Proposta arquitetônica para agricultura
familiar agroecológica do Estúdio Flume
mostrou a importância de se escutar a
comunidade local na resolução de problemas
sociais.
87
INFORMAÇÕES GERAIS
Após mais de três anos de experiência com
arquitetura social para geração de renda em
vários estados brasileiros, o Estúdio Flume
(SP) elaborou proposta arquitetônica para
produção agroecológica de alimentos em
pequenas propriedades agrícolas das classes
econômicas D e E, no interior do Maranhão. A
proposta permitia captação de água da
chuva, tratamento ecológico de dejetos e
excrementos e uso de mão de obra local para
a construção.
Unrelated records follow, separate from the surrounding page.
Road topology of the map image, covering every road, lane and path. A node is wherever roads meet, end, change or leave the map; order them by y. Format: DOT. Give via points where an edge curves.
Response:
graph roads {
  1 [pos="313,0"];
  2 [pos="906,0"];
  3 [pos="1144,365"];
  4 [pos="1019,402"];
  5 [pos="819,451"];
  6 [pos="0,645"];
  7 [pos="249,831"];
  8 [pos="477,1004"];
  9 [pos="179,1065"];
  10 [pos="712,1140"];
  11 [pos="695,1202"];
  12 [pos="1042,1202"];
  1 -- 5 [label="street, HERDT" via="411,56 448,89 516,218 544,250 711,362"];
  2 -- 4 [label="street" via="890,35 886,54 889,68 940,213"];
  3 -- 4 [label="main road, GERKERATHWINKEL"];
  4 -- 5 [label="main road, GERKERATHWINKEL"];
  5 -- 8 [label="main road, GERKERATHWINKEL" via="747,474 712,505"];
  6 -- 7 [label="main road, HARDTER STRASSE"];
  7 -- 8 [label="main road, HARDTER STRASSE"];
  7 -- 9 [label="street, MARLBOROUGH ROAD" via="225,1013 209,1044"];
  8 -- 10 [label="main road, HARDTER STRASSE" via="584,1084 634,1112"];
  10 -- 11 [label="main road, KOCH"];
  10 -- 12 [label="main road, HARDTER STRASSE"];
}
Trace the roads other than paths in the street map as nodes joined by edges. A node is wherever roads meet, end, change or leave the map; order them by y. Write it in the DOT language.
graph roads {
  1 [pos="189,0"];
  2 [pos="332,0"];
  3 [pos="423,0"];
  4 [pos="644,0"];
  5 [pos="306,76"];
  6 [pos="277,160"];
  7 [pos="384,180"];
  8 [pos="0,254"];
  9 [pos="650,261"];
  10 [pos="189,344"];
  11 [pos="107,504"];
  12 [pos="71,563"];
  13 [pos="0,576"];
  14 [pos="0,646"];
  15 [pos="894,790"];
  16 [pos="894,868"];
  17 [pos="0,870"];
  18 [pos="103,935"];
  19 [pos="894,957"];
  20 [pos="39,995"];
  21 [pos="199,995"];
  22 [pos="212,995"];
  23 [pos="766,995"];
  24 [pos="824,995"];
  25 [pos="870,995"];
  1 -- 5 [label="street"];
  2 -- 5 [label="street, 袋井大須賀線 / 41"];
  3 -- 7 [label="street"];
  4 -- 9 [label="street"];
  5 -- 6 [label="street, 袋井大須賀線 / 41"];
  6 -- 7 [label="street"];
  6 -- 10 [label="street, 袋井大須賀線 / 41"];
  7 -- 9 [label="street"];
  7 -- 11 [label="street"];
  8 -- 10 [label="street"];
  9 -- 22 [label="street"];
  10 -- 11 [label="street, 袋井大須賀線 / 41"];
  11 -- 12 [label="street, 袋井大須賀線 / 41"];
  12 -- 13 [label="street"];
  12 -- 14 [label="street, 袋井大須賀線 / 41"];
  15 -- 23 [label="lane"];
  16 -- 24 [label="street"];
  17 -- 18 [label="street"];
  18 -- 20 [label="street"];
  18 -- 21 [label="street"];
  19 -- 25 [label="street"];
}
Em 2017, após duas
premiações, o Estúdio estava em fase de
revisar a economicidade do projeto para
vender os primeiros módulos a instituições
públicas e privadas de fomento ao
desenvolvimento local e à geração de renda.
88
PROTÓTIPO DE BABAÇU DO ESTÚDIO FLUME PARA
AGROINDÚSTRIAS DE BAIXO CUSTO.
INTRODUÇÃO
A experiência com arquitetura social para
geração de renda
Fundado em 2015, o escritório de arquitetura
e construção dos arquitetos Noelia Monteiro
e Christian Teshirogi estava no centro de São
Paulo.
A palavra que dava nome ao estúdio, “Flume”,
significava curso de água. Para os arquitetos,
a palavra simbolizava a missão de estar em
constante movimento, como o percurso de
89
um rio, “buscando espaços de oportunidades
em detrimento do resultado estético”.
E foi com essa fluidez que as rotas de Noelia
e Christian, em parceria com a arquiteta Desy
Frezet, desembocaram no Maranhão para a
construção de espaços que suportassem as
atividades empreendedoras de municípios de
baixo desenvolvimento econômico.
Lá ancoraram a convite do Instituto de
Socioeconomia Solidária (ISES),
Organização da Sociedade Civil de Interesse
Público (Oscip) que apoiava Negócios
Inclusivos para o combate à pobreza. Em
parceria com o ISES, o Estúdio Flume já havia
passado por vários estados brasileiros para
trabalhos de fomento à geração de renda,
como Espírito Santo, Goiás, Minas Gerais, Pará
e São Paulo.
Durante a atuação no Maranhão com o ISES,
os arquitetos aplicaram tecnologias sociais
em 15 cooperativas que trabalhavam com
agricultura e produção de alimentos para
comercialização local, com foco em mulheres
empreendedoras. Mergulharam, por exemplo,
90
na zona rural de Arari, comunidade de
Bubasa, para projetar a padaria Três Amores e
o ateliê de costura Atelie Bubasa Estilo.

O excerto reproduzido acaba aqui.